Mari kita coba pikirkan tentang pelatih yang baik dan pelatih yang buruk.
Nah, kali ini justru sebaliknya, hehe
Saya ingin mencoba memikirkan tentang pengrajin yang baik dan pengrajin yang buruk.

Ini sama sekali bukan merujuk pada satu orang tertentu; saya hanya menuliskan pendapat pribadi saya atau apa yang mungkin saya pikirkan jika saya menjadi sutradara.
Baik sutradara maupun pengrajin, keduanya memiliki kelebihan dan kekurangan. (Lagi pula, mereka juga manusia.)
Jika kita terus mengembangkan kelebihan dan mengurangi kekurangan, itu akan menguntungkan kita berdua, bukan?
Saya berharap hal ini dapat menjadi kontribusi untuk mewujudkan pelaksanaan pekerjaan yang lebih baik.
Baiklah, mari kita mulai^^
✅Ciri-ciri seorang pengrajin yang baik
- Memiliki kemampuan teknis yang tinggi: Memiliki keahlian dan pengalaman khusus, serta memberikan hasil kerja berkualitas tinggi.
- Keandalan: Mematuhi janji terkait tenggat waktu dan kualitas, serta melaksanakan pekerjaan dengan penuh tanggung jawab.
- Kemampuan berkomunikasi: Berkomunikasi secara efektif dengan sutradara dan para pekerja lainnya, serta bekerja sama dalam menyelesaikan masalah.
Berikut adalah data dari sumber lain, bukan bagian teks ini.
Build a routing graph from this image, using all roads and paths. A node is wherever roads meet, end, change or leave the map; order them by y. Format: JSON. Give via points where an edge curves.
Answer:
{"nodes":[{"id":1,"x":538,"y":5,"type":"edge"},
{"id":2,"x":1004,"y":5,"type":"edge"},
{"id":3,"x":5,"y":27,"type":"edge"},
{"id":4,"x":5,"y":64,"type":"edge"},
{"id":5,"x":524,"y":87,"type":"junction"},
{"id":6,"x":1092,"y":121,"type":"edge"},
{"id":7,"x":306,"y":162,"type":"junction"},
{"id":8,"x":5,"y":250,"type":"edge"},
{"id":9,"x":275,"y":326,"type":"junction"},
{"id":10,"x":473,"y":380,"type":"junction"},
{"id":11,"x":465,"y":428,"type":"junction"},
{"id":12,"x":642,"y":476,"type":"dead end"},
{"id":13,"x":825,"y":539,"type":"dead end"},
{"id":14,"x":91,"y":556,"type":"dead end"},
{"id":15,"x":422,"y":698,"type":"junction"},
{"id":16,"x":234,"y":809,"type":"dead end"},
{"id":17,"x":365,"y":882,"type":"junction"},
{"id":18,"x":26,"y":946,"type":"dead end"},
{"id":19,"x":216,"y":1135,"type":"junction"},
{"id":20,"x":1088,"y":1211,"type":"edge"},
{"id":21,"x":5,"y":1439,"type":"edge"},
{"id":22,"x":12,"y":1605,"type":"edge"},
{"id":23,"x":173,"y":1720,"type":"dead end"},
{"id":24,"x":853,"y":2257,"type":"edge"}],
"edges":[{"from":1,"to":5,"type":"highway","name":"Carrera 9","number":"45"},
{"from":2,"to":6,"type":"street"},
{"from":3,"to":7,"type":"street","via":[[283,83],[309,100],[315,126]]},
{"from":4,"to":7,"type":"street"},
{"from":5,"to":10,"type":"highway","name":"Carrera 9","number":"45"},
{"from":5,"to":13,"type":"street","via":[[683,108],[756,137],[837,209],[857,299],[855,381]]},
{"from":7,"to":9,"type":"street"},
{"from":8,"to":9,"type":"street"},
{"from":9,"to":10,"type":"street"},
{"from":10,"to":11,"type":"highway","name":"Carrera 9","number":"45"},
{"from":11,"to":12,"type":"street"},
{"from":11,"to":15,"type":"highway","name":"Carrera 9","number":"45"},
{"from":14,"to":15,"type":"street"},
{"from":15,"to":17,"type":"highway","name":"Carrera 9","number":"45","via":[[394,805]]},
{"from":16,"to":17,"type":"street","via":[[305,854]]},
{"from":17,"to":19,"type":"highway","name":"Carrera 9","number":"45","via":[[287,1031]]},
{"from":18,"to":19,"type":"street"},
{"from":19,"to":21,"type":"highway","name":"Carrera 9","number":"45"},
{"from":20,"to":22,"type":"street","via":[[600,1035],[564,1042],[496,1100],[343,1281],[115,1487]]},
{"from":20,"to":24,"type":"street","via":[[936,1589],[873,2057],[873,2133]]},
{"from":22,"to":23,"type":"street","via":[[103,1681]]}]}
- Fleksibilitas: Memiliki kemampuan beradaptasi sehingga dapat menanggapi perubahan maupun instruksi mendadak.
- Kesadaran akan keselamatan: Patuhi peraturan keselamatan dengan ketat, dan selalu perhatikan keselamatan diri sendiri maupun orang di sekitar.
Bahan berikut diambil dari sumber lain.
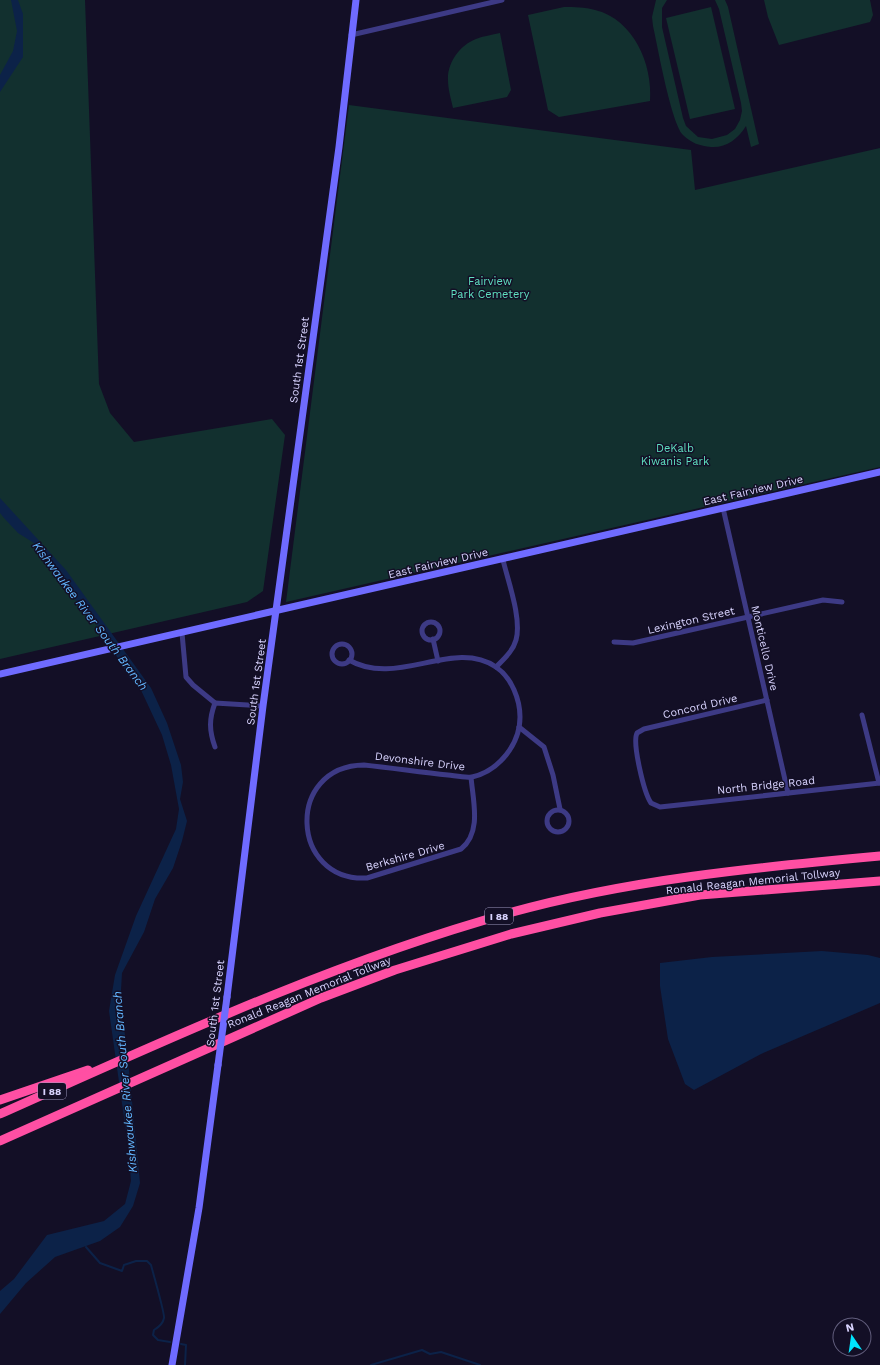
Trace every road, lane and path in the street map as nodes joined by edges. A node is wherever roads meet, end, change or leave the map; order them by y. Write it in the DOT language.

- Kerja sama tim: Bekerja sama sebagai bagian dari tim dan menjaga suasana di tempat kerja tetap baik.
- Kemampuan mengelola diri sendiri: Menata dan merapikan ruang kerja, serta menjalankan pekerjaan secara terencana.
- Penilaian: Sangat rendah hati
❌ Ciri-ciri tukang yang buruk
- Kurangnya kemampuan teknis: Karena kurangnya keterampilan dan pengetahuan yang diperlukan, kualitas pekerjaan menjadi rendah.
- Kurang dapat diandalkan: Tidak mematuhi janji terkait tenggat waktu dan kualitas, serta mengelak dari tanggung jawab.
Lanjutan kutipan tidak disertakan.